** RECORDS FOR THE TASK follows **

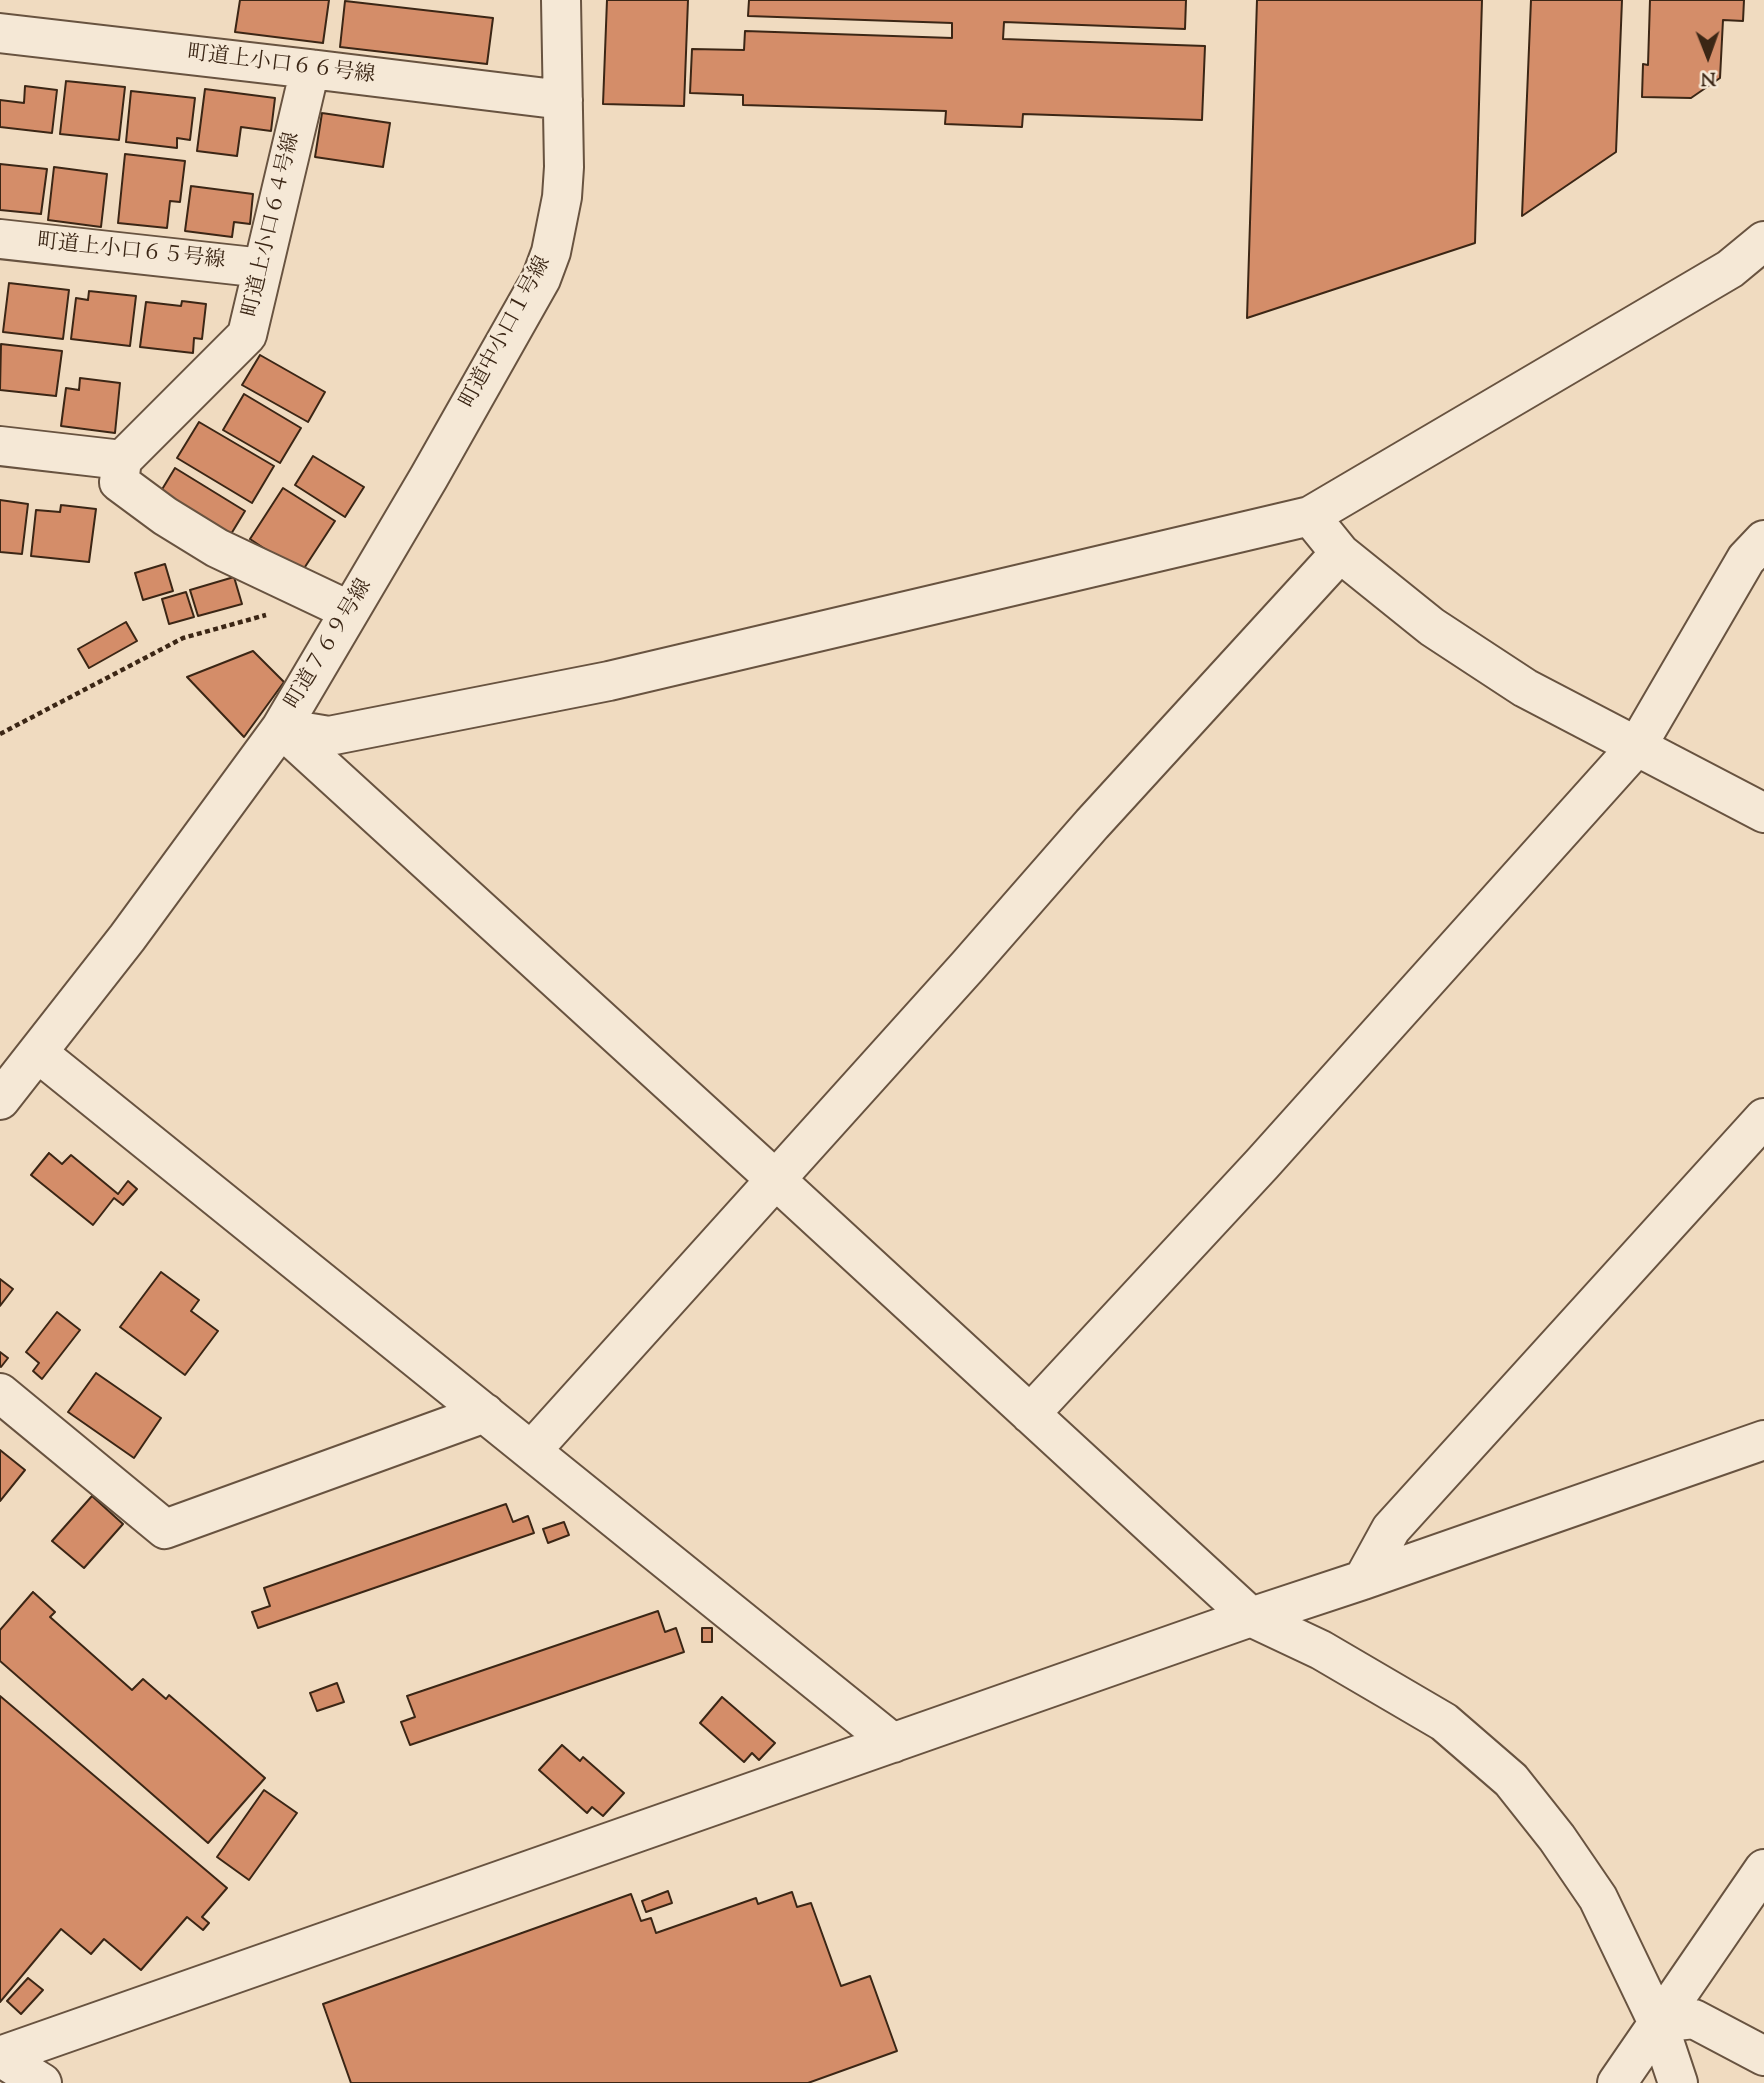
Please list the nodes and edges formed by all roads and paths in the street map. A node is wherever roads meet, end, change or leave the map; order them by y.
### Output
1 (561, 0) edge
2 (0, 33) edge
3 (310, 69) junction
4 (563, 100) junction
5 (0, 239) edge
6 (1764, 241) edge
7 (263, 268) junction
8 (0, 446) edge
9 (122, 460) junction
10 (1310, 516) junction
11 (1764, 540) edge
12 (1340, 553) junction
13 (364, 588) junction
14 (271, 614) dead end
15 (281, 728) junction
16 (0, 734) edge
17 (1637, 746) junction
18 (1764, 813) edge
19 (38, 1053) junction
20 (0, 1100) edge
21 (1764, 1118) edge
22 (775, 1179) junction
23 (0, 1393) edge
24 (485, 1413) junction
25 (1030, 1414) junction
26 (1764, 1440) edge
27 (532, 1450) junction
28 (1363, 1580) junction
29 (1251, 1617) junction
30 (893, 1743) junction
31 (1764, 1870) edge
32 (1658, 2023) junction
33 (0, 2056) edge
34 (1764, 2056) edge
35 (41, 2083) edge
36 (1617, 2083) edge
37 (1678, 2083) edge

1 - 4 street, 町道中小口１号線
2 - 3 street, 町道上小口６６号線
3 - 4 street, 町道上小口６６号線
3 - 7 street, 町道上小口６４号線
4 - 13 street, 町道中小口１号線
5 - 7 street, 町道上小口６５号線
6 - 10 street
7 - 9 street, 町道上小口６４号線
8 - 9 street
9 - 13 street
10 - 12 street
10 - 15 street
11 - 17 street
12 - 17 street
12 - 22 street
13 - 15 street, 町道７６９号線
14 - 16 path
15 - 19 street, 町道７６９号線
15 - 22 street
17 - 18 street
17 - 25 street
19 - 20 street, 町道７６９号線
19 - 24 street
21 - 28 street
22 - 25 street
22 - 27 street
23 - 24 street
24 - 27 street
25 - 29 street
26 - 28 street
27 - 30 street
28 - 29 street
29 - 30 street
29 - 32 street
30 - 33 street
31 - 32 street
32 - 34 street
32 - 36 street
32 - 37 street
33 - 35 street

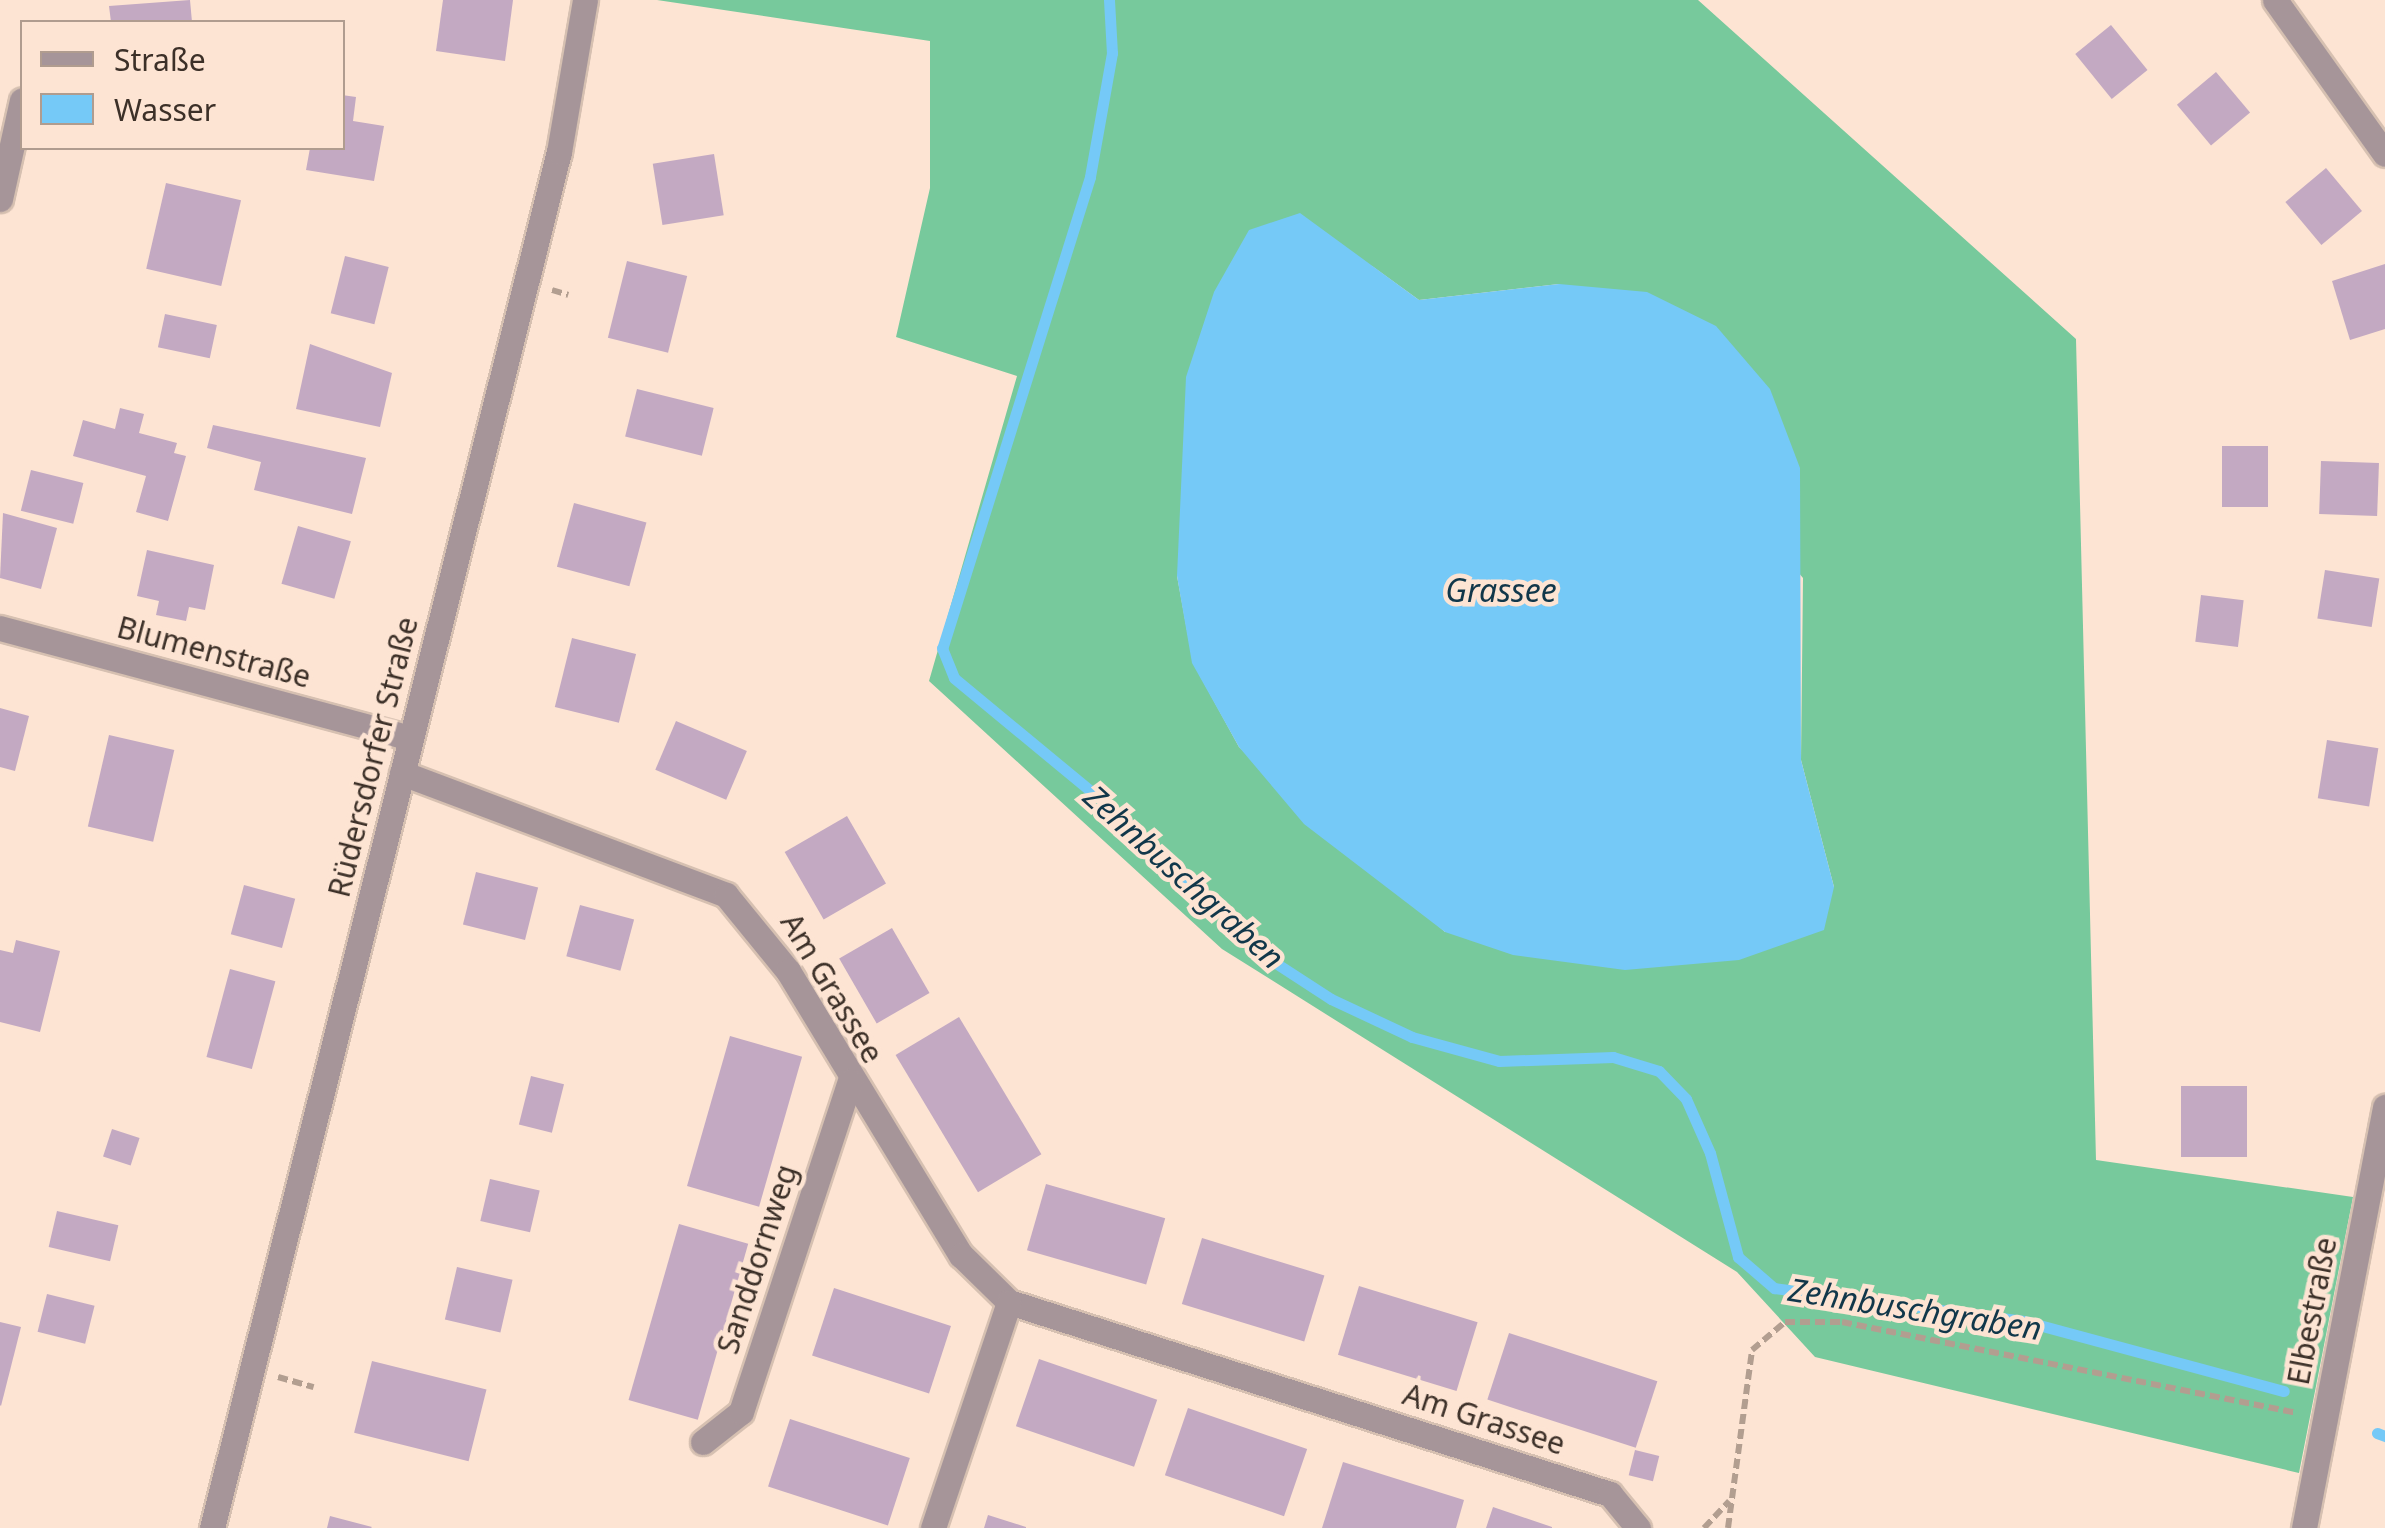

** End of RECORDS FOR THE TASK **

▸ WHAT IS NEEDED:
Quote all the lines above exactly as given. Do not include the pictures.

▸ ANSWER SPACE:
Please list the nodes and edges formed by all roads and paths in the street map. A node is wherever roads meet, end, change or leave the map; order them by y.
### Output
1 (561, 0) edge
2 (0, 33) edge
3 (310, 69) junction
4 (563, 100) junction
5 (0, 239) edge
6 (1764, 241) edge
7 (263, 268) junction
8 (0, 446) edge
9 (122, 460) junction
10 (1310, 516) junction
11 (1764, 540) edge
12 (1340, 553) junction
13 (364, 588) junction
14 (271, 614) dead end
15 (281, 728) junction
16 (0, 734) edge
17 (1637, 746) junction
18 (1764, 813) edge
19 (38, 1053) junction
20 (0, 1100) edge
21 (1764, 1118) edge
22 (775, 1179) junction
23 (0, 1393) edge
24 (485, 1413) junction
25 (1030, 1414) junction
26 (1764, 1440) edge
27 (532, 1450) junction
28 (1363, 1580) junction
29 (1251, 1617) junction
30 (893, 1743) junction
31 (1764, 1870) edge
32 (1658, 2023) junction
33 (0, 2056) edge
34 (1764, 2056) edge
35 (41, 2083) edge
36 (1617, 2083) edge
37 (1678, 2083) edge

1 - 4 street, 町道中小口１号線
2 - 3 street, 町道上小口６６号線
3 - 4 street, 町道上小口６６号線
3 - 7 street, 町道上小口６４号線
4 - 13 street, 町道中小口１号線
5 - 7 street, 町道上小口６５号線
6 - 10 street
7 - 9 street, 町道上小口６４号線
8 - 9 street
9 - 13 street
10 - 12 street
10 - 15 street
11 - 17 street
12 - 17 street
12 - 22 street
13 - 15 street, 町道７６９号線
14 - 16 path
15 - 19 street, 町道７６９号線
15 - 22 street
17 - 18 street
17 - 25 street
19 - 20 street, 町道７６９号線
19 - 24 street
21 - 28 street
22 - 25 street
22 - 27 street
23 - 24 street
24 - 27 street
25 - 29 street
26 - 28 street
27 - 30 street
28 - 29 street
29 - 30 street
29 - 32 street
30 - 33 street
31 - 32 street
32 - 34 street
32 - 36 street
32 - 37 street
33 - 35 street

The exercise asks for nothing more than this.